Task statement
Nothing but a number is needed: the count of lines below that include "thumb".

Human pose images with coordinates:
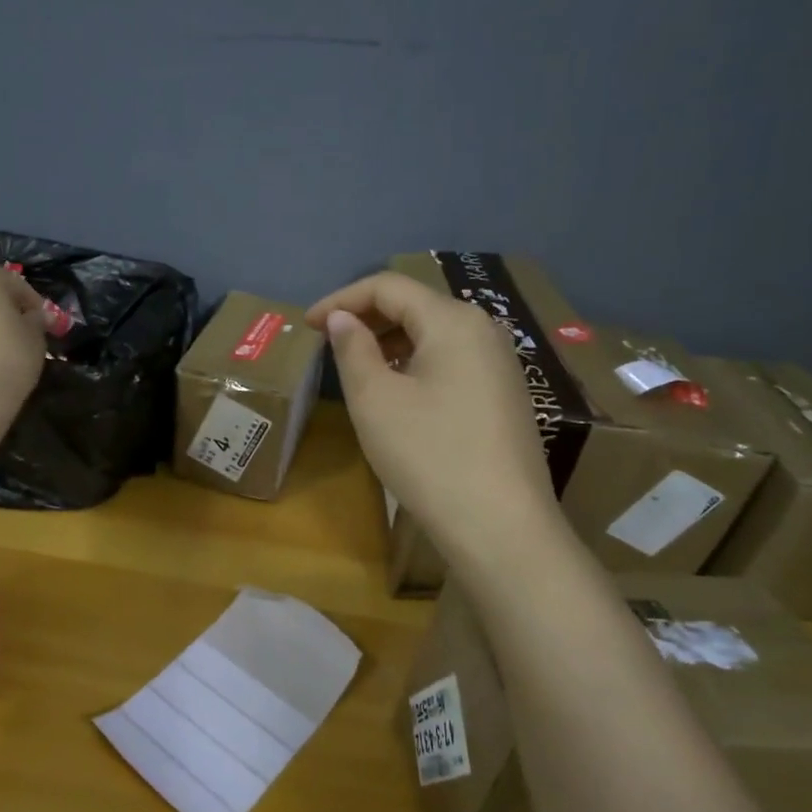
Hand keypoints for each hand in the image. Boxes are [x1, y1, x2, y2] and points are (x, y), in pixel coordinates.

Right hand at [306, 272, 556, 547]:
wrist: (499, 525)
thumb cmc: (429, 455)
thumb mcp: (375, 399)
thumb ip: (352, 349)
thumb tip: (341, 318)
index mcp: (453, 320)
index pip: (388, 286)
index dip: (341, 299)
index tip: (306, 325)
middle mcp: (484, 330)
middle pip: (416, 305)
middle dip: (366, 318)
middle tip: (327, 344)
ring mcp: (500, 364)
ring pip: (434, 334)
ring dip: (390, 342)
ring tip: (357, 367)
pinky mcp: (505, 395)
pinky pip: (452, 361)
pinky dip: (416, 363)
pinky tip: (398, 392)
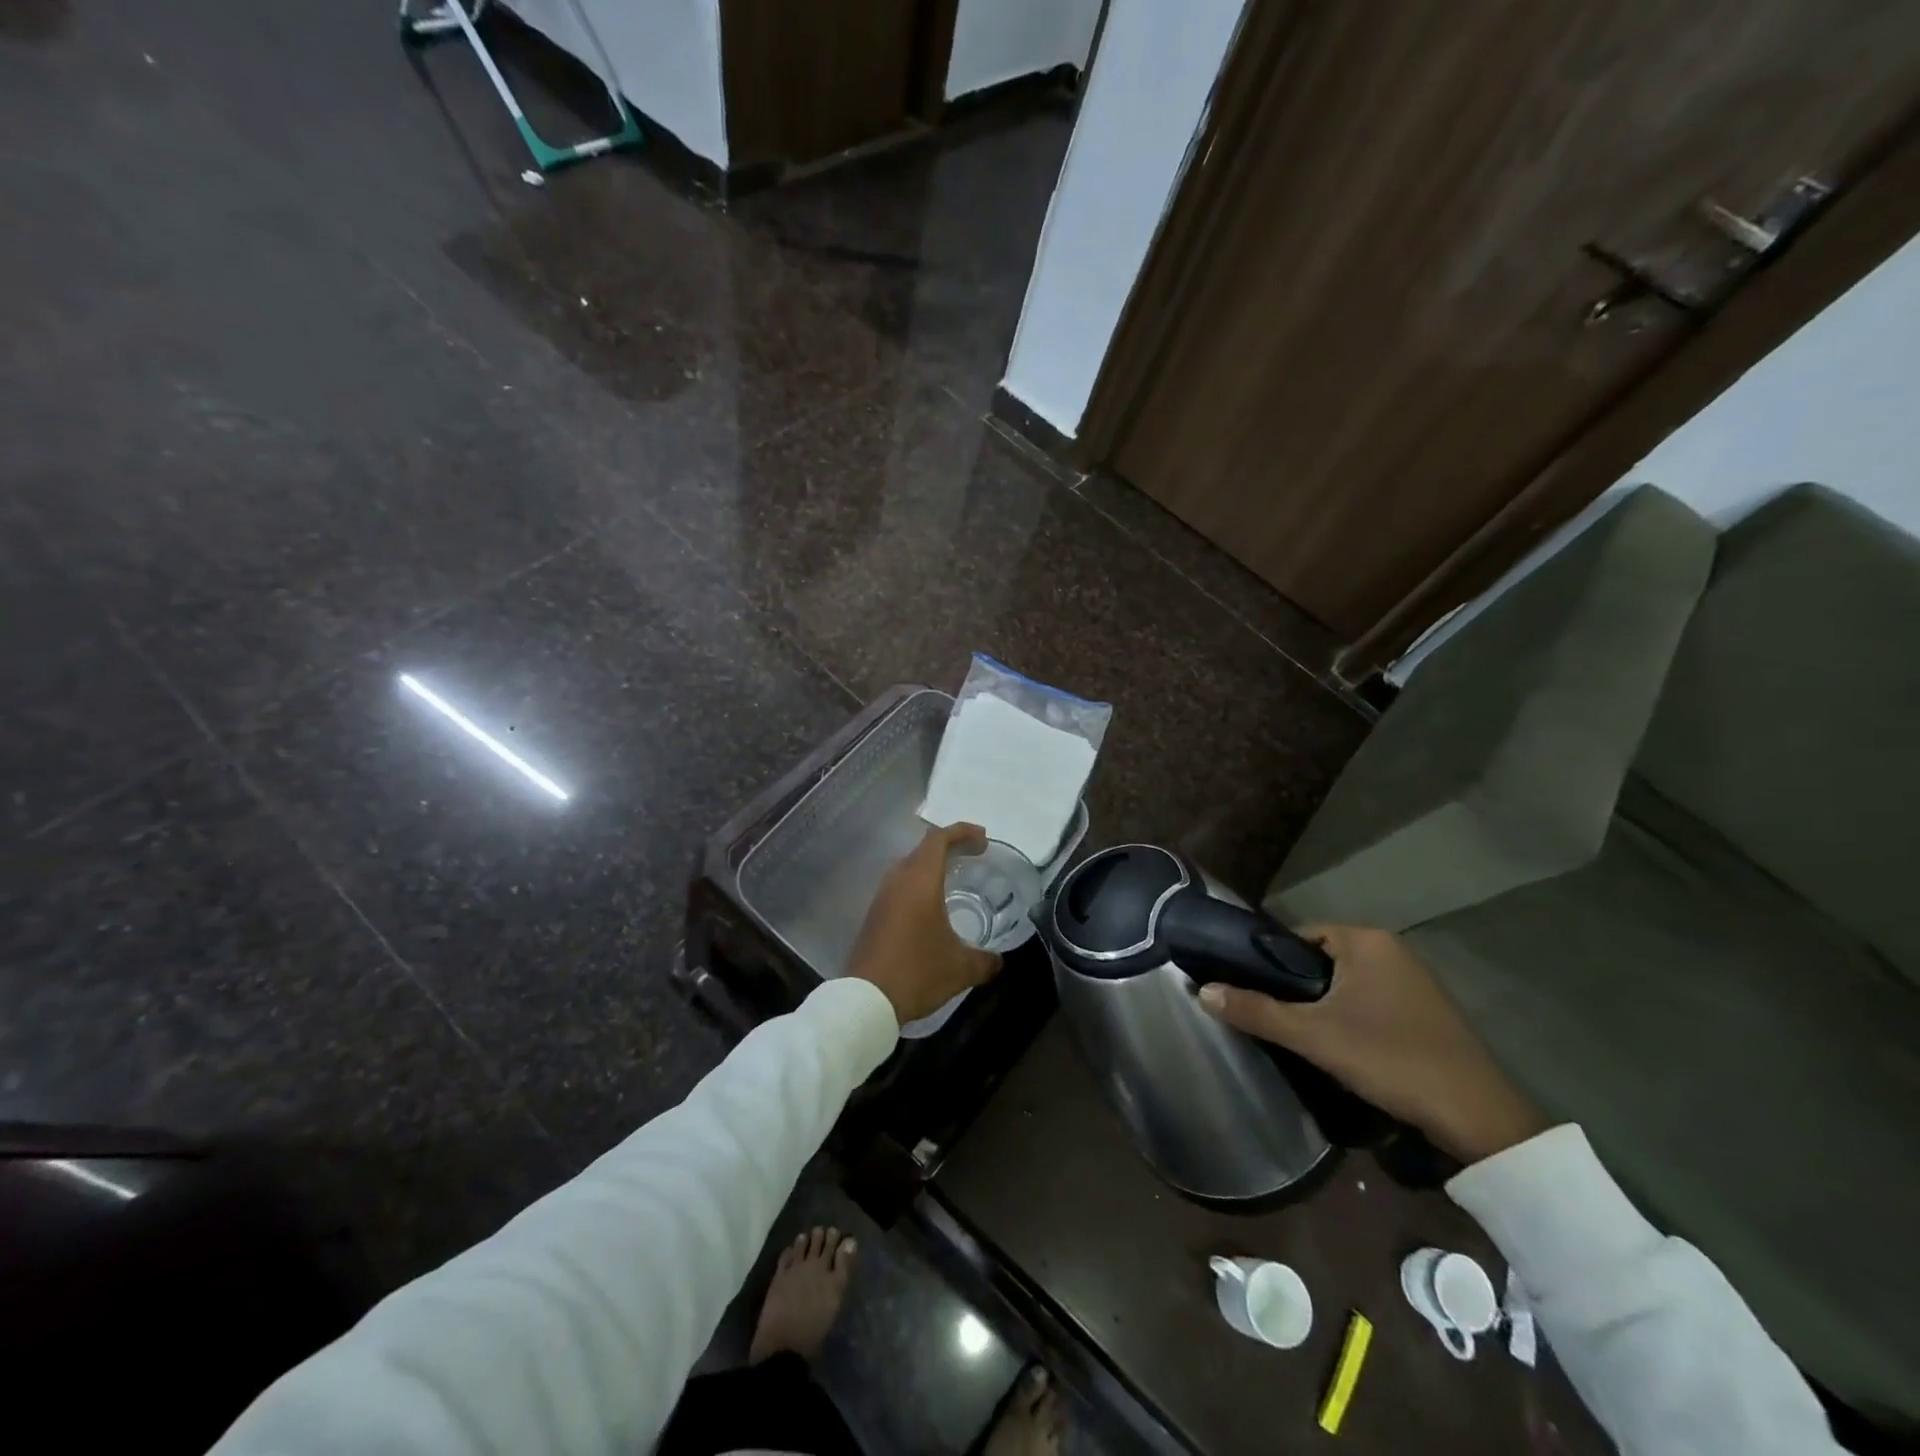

Solved problem
4